We are all familiar with web-based sample size or test duration calculators. However, they have proved unreliable in practice when it comes to A/B testing. Why? Because different calculators differ in their underlying statistics and they all lack some features, e.g. Evan Miller’s sample size calculator calculates the sample size but not the duration. The VWO’s test duration calculator does not calculate the sample size. On top of that, there is a discrepancy in test estimations between the two and they have proved to be inconsistent predictors of sample size or test duration for Google Play experiments in our experience. Google Play is adding these features in the console and moving forwards ASO practitioners will be better able to predict the experiment outcomes, however it is still important to have an understanding of web-based calculators and their potential pitfalls.

Pitfalls of online calculators

In the example below you can see an estimation for a default experiment with a 45% baseline conversion rate. As per Evan Miller’s sample size calculator, more than 2.5K in the sample size per variant is needed. VWO’s calculator predicts the test to last less than one day depending on a large number of average daily visitors per x period. Depending on the test and many other factors, this test can last 3, 5, 7 or 14 days, regardless of the daily visitors and conversion rate. In the past, it happened that this type of test needed about 10 days to finish and give reliable results. Besides, it happened that the test provides the final results within a few days with a smaller sample size per variant.
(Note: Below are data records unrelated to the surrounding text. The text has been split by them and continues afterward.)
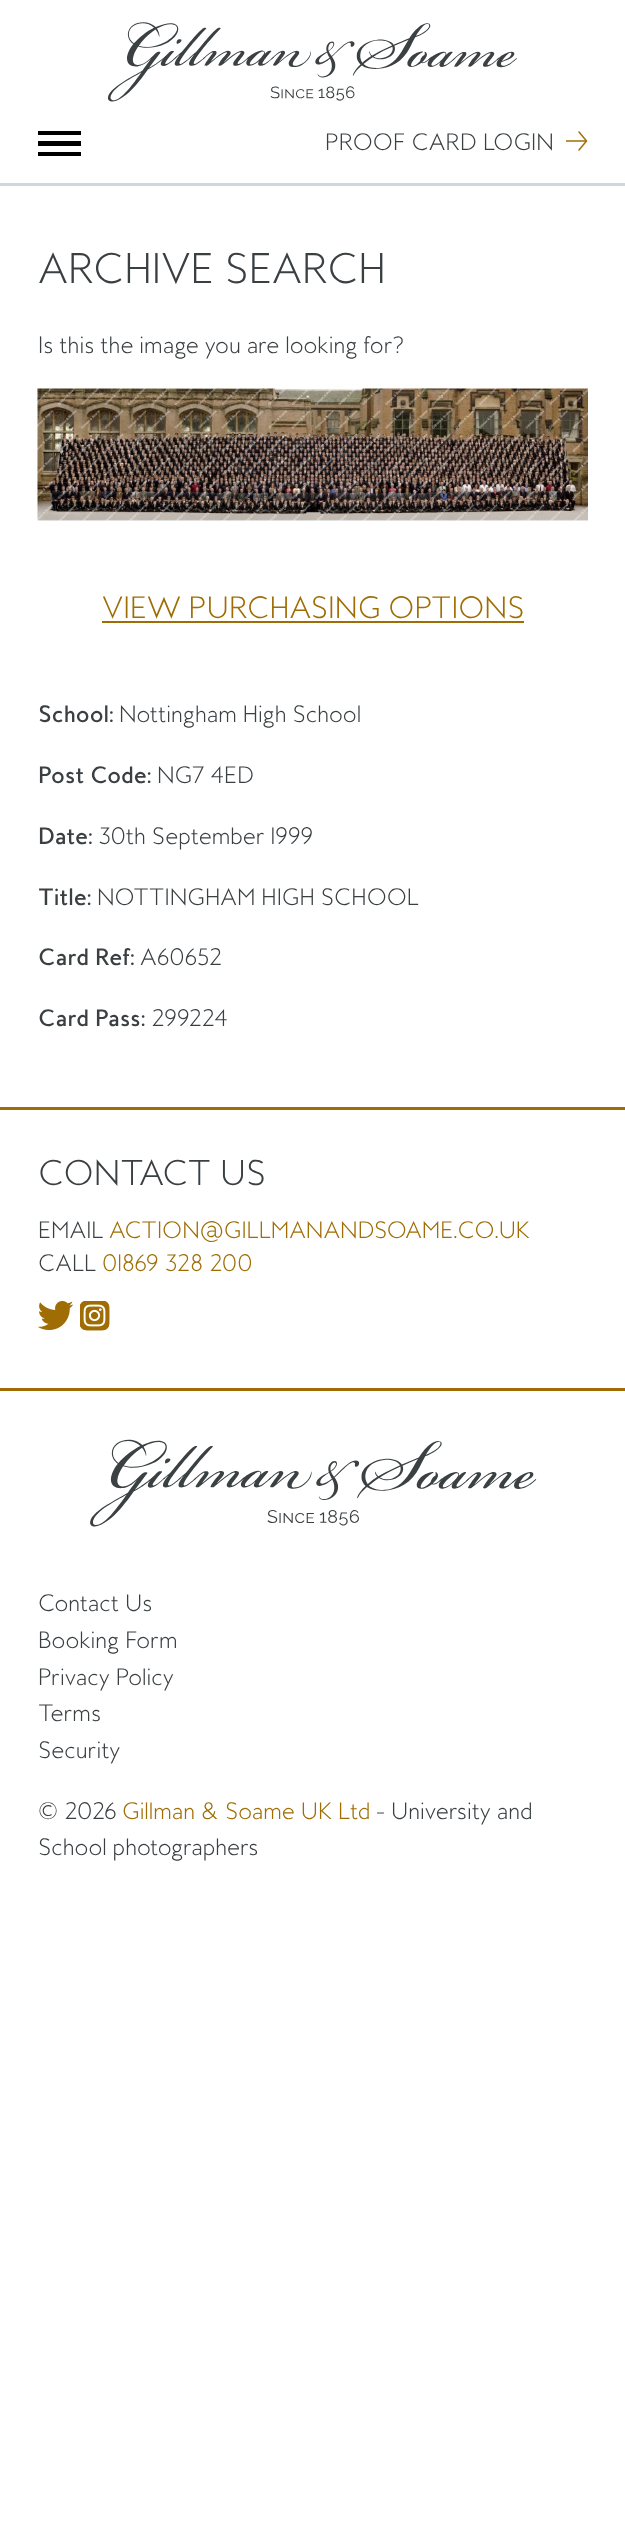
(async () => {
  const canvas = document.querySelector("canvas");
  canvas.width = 625;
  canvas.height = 2532;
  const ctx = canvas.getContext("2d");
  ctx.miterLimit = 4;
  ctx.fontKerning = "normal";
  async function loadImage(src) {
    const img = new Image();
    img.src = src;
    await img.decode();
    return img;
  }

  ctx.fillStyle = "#ffffff";
  ctx.fillRect(0, 0, 625, 2532);
  ctx.fillStyle = "#cfd6de";
  ctx.fillRect(0, 183, 625, 3);
  ctx.drawImage(await loadImage("img/1.png"), 107, 22, 410, 80);
  for (const [x, y, w, h, color] of [
    [38, 131, 43, 4, "#000000"],
    [38, 141, 43, 5, "#000000"],
    [38, 152, 43, 4, "#000000"],
  ]) {
    ctx.fillStyle = color;
    ctx.fillRect(x, y, w, h);
  }
  ctx.drawImage(await loadImage("img/2.png"), 566, 131, 22, 20);
  ctx.drawImage(await loadImage("img/3.png"), 37, 388, 551, 133);
  ctx.fillStyle = "#9f6d04";
  ctx.fillRect(102, 621, 422, 2);
  ctx.fillRect(0, 1107, 625, 3);
  ctx.drawImage(await loadImage("img/4.png"), 38, 1301, 36, 29);
  ctx.drawImage(await loadImage("img/5.png"), 80, 1301, 30, 30);
  ctx.fillRect(0, 1388, 625, 3);
  ctx.drawImage(await loadImage("img/6.png"), 90, 1439, 447, 88);
  ctx.font = "300 21.6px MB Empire";
  ctx.fillStyle = "#3a3f42";
  ctx.fillText("PROOF CARD LOGIN", 325, 150);
  ctx.font = "300 38.9px MB Empire";
  ctx.fillText("ARCHIVE SEARCH", 38, 283);
  ctx.font = "300 21.6px MB Empire";
  ctx.fillText("Is this the image you are looking for?", 38, 353);
  ctx.font = "300 28.1px MB Empire";
  ctx.fillStyle = "#9f6d04";
  ctx.fillText("VIEW PURCHASING OPTIONS", 102, 618);
  ctx.font = "500 21.6px MB Empire";
  ctx.fillStyle = "#3a3f42";
  ctx.fillText("School:", 38, 722);
  ctx.font = "300 21.6px MB Empire";
  ctx.fillText("Nottingham High School", 119, 722);
  ctx.font = "500 21.6px MB Empire";
  ctx.fillText("Post Code:", 38, 783);
  ctx.font = "300 21.6px MB Empire";
  ctx.fillText("NG7 4ED", 157, 783);
  ctx.font = "500 21.6px MB Empire";
  ctx.fillText("Date:", 38, 844);
  ctx.font = "300 21.6px MB Empire";
  ctx.fillText("30th September 1999", 98, 844);
  ctx.font = "500 21.6px MB Empire";
  ctx.fillText("Title:", 38, 905);
  ctx.font = "300 21.6px MB Empire";
  ctx.fillText("NOTTINGHAM HIGH SCHOOL", 97, 905);
  ctx.font = "500 21.6px MB Empire";
  ctx.fillText("Card Ref:", 38, 965);
  ctx.font = "300 21.6px MB Empire";
  ctx.fillText("A60652", 140, 965);
  ctx.font = "500 21.6px MB Empire";
  ctx.fillText("Card Pass:", 38, 1026);
  ctx.font = "300 21.6px MB Empire";
  ctx.fillText("299224", 151, 1026);
  ctx.font = "300 32.5px MB Empire";
  ctx.fillText("CONTACT US", 38, 1185);
  ctx.font = "300 21.6px MB Empire";
  ctx.fillText("EMAIL", 38, 1238);
  ctx.fillStyle = "#9f6d04";
  ctx.fillText("ACTION@GILLMANANDSOAME.CO.UK", 109, 1238);
  ctx.fillStyle = "#3a3f42";
  ctx.fillText("CALL", 38, 1271);
  ctx.fillStyle = "#9f6d04";
  ctx.fillText("01869 328 200", 102, 1271);
  ctx.fillStyle = "#3a3f42";
  for (const [text, x, y] of [
    ["Contact Us", 38, 1611],
    ["Booking Form", 38, 1648],
    ["Privacy Policy", 38, 1685],
    ["Terms", 38, 1721],
    ["Security", 38, 1758],
    ["© 2026", 38, 1819],
  ]) {
    ctx.fillText(text, x, y);
  }
  ctx.fillStyle = "#9f6d04";
  ctx.fillText("Gillman & Soame UK Ltd", 122, 1819);
  ctx.fillStyle = "#3a3f42";
  ctx.fillText("- University and", 376, 1819);
  ctx.fillText("School photographers", 38, 1855);
})();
When testing locally, if the conversion rate for the market is low and there are not enough daily visitors, the test will last longer or continue “needing more data” for an infinite period of time. Let’s say we have a 19% conversion rate for a certain country and about 600 average daily visitors. As per the calculators, we are going to need more than 9K users per variant and 22 days for the test to finish. This test would be very problematic, right? Not necessarily. While it is important to have a good conversion rate and high number of visitors when testing, sometimes you might be surprised. What happened to us several times is that even with about 20% conversion rate and 1K daily visitors, the experiments were able to give results in 14 days or so. The trick is to carefully plan test assets and provide your audience with a value in the new assets.

Testing a large difference in graphical elements instead of making minor changes in certain elements also helps. If the paid campaigns are active for the market you want to A/B test, you probably want to use the uplift in audience and analyze the organic uplift when measuring the results. To conclude, you will not need 22 days to conclude this type of experiment and you can make an impact on the conversion rate by doing the right tests. It does not mean that you should test each and every country but if your target market needs improvement, you definitely want to give it a try.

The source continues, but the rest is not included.